No quote facility and not ability to edit.
What am I wasting my time here for?
“About half of sunlight is visible as the rainbow and all but a small percentage is ultraviolet and infrared.” should read:
About half of sunlight is visible as the rainbow and all but a very small percentage of the rest is ultraviolet and infrared.
“Where is it going?
And why?”
Sunlight goes to the stars.
It goes there in tyhe process or regeneration that all the stars will continue to time indefinite.
Why?
Because on the way there it controls the direction of sunlight. It applies the power and efficiency of the product; that “not for nothing” is the word of god expended.
I would agree with one point: Epiphany is a revelation.
Being an Eastern Orthodox Christian, for me the word puts emphasis on the baptism of our Lord by John, with Jesus revealing himself to the world as God’s own Son. 🙂
“Being an Eastern Orthodox Christian, for me the word puts emphasis on the baptism of our Lord by John, with Jesus revealing himself to the world as God’s own Son.”

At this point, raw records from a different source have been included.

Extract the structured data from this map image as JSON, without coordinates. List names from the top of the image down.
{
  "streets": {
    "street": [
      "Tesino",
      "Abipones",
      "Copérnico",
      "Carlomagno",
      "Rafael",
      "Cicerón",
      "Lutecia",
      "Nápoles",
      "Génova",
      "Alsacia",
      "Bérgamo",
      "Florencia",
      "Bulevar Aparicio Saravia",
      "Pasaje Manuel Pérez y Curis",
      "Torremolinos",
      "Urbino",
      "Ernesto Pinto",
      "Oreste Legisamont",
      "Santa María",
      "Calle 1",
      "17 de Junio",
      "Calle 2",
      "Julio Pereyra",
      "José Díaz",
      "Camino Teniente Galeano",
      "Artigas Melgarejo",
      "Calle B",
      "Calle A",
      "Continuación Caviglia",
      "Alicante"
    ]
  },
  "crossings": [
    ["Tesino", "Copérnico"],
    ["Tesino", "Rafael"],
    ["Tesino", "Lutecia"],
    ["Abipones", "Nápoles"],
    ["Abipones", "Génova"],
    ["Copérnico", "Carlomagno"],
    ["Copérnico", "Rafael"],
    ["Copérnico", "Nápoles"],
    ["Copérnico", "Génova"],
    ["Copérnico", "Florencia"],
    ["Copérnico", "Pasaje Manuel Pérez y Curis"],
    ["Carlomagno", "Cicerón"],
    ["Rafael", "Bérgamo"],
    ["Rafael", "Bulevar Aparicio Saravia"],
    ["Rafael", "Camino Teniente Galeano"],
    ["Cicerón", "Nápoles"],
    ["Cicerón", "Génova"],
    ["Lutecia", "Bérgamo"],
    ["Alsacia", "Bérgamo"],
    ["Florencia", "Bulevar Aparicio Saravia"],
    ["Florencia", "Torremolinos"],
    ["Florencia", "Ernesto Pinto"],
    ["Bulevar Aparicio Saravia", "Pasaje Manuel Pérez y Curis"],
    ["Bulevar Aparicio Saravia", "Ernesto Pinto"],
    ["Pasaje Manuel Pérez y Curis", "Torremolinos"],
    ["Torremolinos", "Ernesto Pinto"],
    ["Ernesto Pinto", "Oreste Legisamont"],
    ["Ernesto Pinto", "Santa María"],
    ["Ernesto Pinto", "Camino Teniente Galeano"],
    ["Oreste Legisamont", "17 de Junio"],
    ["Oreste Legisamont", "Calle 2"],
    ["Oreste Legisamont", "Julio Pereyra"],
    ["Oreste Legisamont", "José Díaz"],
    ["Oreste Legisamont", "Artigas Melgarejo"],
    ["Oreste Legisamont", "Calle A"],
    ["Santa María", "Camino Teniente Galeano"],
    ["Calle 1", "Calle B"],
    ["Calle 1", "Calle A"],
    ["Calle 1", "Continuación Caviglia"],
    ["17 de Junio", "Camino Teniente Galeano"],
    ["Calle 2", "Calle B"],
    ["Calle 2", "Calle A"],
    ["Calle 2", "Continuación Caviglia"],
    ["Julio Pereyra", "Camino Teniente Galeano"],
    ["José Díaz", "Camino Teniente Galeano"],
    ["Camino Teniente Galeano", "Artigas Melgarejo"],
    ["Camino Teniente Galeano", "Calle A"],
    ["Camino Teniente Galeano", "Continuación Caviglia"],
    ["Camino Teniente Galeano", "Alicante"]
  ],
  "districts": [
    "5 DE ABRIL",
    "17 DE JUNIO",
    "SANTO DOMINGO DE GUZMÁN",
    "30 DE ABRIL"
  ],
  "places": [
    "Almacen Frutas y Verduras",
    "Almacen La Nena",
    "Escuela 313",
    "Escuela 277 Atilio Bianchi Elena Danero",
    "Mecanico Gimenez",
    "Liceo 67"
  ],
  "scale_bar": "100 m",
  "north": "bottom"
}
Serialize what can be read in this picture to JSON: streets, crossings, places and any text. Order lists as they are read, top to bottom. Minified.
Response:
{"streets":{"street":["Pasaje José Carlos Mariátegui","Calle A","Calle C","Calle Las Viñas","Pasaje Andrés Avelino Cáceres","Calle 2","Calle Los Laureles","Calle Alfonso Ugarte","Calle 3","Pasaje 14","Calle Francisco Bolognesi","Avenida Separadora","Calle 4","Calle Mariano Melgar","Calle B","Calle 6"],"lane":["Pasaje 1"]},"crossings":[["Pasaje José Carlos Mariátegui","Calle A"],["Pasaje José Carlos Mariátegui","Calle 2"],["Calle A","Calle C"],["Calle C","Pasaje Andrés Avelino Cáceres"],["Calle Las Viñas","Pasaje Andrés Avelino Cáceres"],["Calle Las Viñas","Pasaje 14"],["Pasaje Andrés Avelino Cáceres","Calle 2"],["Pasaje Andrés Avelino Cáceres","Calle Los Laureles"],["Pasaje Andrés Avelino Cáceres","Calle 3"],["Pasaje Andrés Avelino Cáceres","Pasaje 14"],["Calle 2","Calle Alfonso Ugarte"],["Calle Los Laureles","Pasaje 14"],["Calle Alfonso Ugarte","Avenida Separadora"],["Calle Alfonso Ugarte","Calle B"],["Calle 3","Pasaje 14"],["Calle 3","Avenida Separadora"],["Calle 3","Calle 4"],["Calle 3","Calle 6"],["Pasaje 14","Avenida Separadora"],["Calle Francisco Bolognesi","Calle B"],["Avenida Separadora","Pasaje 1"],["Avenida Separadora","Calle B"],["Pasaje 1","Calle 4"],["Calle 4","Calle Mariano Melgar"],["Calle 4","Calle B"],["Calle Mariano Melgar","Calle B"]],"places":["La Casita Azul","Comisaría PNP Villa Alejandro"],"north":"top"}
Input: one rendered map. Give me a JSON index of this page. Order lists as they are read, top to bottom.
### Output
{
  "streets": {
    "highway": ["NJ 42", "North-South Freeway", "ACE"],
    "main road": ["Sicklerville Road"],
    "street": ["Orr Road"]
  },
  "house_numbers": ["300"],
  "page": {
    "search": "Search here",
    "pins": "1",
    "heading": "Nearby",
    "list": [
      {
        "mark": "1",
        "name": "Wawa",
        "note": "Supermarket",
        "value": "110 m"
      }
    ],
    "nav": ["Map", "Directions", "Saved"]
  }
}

The word comes from the festival celebrating the outpouring of holy spirit giving the disciples gathered as commanded an insight into the workings of god. But we can all ask for such insight. I did. A man like me can get it so anyone can.
Yes, I think I would agree with that.
https://www.youtube.com/watch?v=jpe-LKn-4gM
A good watch in itself but it contains the thought that everyone once thought that the 4 minute mile was impossible until Roger Bannister ran one. (7:10 2 months later 16 people had broken the 4 minute mile.)
Once something is shown to be possible everyone can do it. Epiphanies are given to people in order to help us move on.
Once the Russians realised there was the ability to get energy from radio active elements they had one. There is no such thing as secret. All the spies in the world?
They are not necessary. All the police in the world and security people?
They can’t stop people finding out things that have already been done. They can’t even stop people knowing what has never been done; the impossible.
The reason is that people thinking about things, impossible things, find the answers
All those rumours of great inventors being murdered to keep a secret?
Cars that run on water?
Perpetual motion engineers?
All those conspiracy theories abounding on the net?
It can’t be done. Time and again things get invented for the first time …in duplicate.
And suddenly an whole generation has a completely different culture.
Whole reams of technological produce go to the scrap-heap. Whole areas of work are redundant.
How many different people invented the telephone?
The TV?
Who invented radio?
Or photography?
The moving pictures?
Dozens of people worked on the bicycle in the early days.
We get to know the names of a few immortals such as Dunlop and Hoover.
They start out as small components then take over the world to become household names. A lot of them don’t deserve to but that’s the way things work from time to time.
The reasons for that are mere financial mores. People use a new name for things out of habit. Nobody knows who invented the velocipede or the derallieur gear system. (You do now: An Anglo/French chap called Dérailleur in 1878 came up with it. He built his first factory in Leeds which town lent its name to the famous winner of the Tour de France:
https://en.wikipedia.org/wiki/Derailleur_gears)
Now hopefully you appreciate the most important thing about education:
Check your facts.
Even people who have epiphanies can be wrong. How many lunatics have committed murder thinking they were doing god a favour?
To save you looking it up, the answer is ten.